===== SOURCE INFORMATION =====
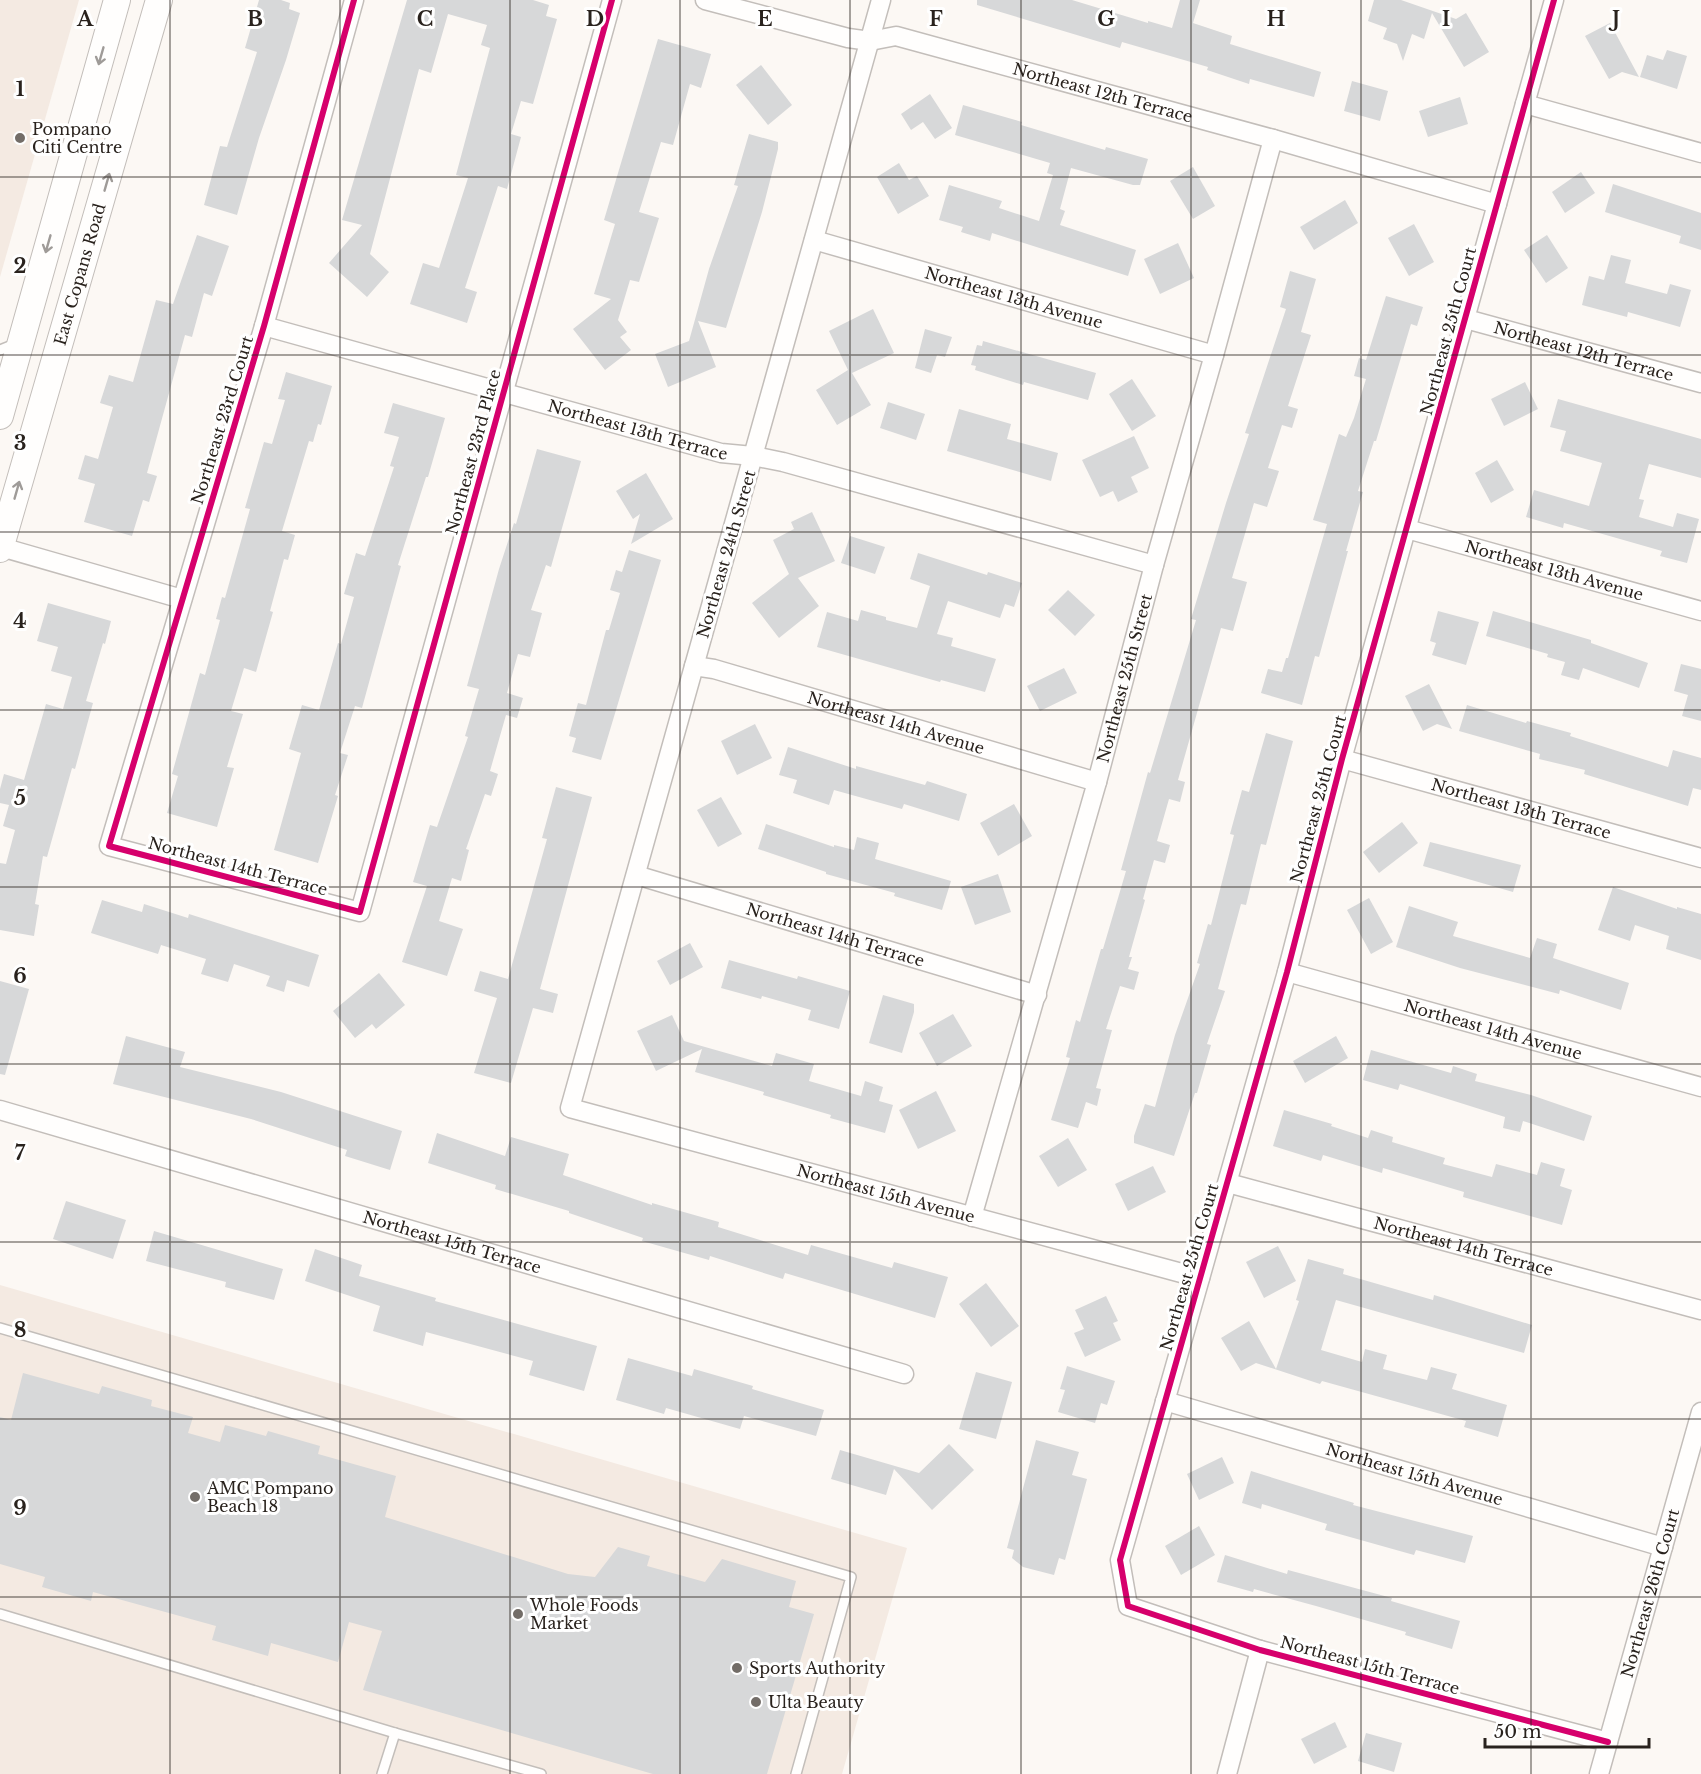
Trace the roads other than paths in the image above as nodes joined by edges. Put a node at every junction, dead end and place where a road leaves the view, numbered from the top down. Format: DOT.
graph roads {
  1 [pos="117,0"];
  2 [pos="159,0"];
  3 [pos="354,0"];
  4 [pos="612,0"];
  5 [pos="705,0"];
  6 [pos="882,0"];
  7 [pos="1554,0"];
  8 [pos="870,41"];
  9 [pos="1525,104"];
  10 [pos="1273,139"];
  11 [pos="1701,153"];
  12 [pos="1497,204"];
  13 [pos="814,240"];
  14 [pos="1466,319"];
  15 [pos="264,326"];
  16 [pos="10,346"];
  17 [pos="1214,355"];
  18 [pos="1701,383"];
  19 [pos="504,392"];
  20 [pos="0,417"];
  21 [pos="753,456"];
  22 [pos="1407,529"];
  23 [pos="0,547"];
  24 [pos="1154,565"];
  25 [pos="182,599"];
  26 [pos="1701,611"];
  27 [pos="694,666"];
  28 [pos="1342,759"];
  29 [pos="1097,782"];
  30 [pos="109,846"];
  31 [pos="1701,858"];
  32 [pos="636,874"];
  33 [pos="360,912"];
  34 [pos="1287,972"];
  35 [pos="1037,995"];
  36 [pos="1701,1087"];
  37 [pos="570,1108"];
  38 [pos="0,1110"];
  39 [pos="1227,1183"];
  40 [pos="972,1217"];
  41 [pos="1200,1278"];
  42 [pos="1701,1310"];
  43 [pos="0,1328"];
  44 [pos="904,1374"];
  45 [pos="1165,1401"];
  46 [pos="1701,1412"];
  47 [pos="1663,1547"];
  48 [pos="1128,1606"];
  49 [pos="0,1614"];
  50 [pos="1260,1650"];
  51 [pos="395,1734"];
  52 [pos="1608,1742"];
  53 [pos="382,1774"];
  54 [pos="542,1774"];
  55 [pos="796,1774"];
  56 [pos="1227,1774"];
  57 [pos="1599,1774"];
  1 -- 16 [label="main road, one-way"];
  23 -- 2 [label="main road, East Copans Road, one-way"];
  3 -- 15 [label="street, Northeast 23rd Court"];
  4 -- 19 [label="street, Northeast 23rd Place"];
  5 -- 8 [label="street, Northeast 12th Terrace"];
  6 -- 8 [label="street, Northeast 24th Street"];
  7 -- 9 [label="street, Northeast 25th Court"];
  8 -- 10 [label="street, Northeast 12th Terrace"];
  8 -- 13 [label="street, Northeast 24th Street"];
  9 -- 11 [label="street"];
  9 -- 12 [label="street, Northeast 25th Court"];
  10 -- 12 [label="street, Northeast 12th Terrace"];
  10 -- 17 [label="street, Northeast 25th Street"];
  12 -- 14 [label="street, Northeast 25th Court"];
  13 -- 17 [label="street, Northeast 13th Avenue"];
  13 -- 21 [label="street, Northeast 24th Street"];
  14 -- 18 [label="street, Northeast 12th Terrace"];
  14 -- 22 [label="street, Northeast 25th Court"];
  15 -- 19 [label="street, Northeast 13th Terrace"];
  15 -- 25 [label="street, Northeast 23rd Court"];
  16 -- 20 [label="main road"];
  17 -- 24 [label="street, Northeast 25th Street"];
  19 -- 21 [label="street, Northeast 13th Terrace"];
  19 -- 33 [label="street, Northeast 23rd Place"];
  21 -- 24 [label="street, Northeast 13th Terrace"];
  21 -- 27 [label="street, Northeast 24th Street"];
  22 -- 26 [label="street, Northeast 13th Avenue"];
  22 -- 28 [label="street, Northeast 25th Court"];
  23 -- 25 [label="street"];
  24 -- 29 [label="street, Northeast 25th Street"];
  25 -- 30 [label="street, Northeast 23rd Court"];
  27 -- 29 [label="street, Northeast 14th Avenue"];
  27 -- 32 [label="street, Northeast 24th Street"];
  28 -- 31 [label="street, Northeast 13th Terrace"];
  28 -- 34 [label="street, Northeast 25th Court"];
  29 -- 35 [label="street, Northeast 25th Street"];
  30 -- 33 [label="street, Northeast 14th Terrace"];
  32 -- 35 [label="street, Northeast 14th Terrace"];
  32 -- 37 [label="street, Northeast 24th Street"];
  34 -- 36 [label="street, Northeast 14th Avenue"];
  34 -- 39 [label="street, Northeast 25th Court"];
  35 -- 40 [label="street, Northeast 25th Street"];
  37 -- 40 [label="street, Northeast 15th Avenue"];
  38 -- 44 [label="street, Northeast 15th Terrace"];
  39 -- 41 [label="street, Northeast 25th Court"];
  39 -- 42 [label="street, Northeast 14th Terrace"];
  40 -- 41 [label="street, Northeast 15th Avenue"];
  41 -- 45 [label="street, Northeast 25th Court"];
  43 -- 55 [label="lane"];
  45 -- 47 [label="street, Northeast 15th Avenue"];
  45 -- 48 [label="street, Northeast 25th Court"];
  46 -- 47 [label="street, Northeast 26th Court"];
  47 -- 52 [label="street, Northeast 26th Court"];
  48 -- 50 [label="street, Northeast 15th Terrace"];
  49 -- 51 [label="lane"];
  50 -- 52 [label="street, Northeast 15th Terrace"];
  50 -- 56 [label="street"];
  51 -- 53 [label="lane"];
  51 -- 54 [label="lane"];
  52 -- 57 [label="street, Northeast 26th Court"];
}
=====
= WHAT YOU HAVE TO DO =
Scan the listing above and identify each line holding the string "Avenue"; copy every such line.

= RESULT OF THE EXERCISE =
  13 -- 17 [label="street, Northeast 13th Avenue"];
  22 -- 26 [label="street, Northeast 13th Avenue"];
  27 -- 29 [label="street, Northeast 14th Avenue"];
  34 -- 36 [label="street, Northeast 14th Avenue"];
  37 -- 40 [label="street, Northeast 15th Avenue"];
  40 -- 41 [label="street, Northeast 15th Avenue"];
  45 -- 47 [label="street, Northeast 15th Avenue"];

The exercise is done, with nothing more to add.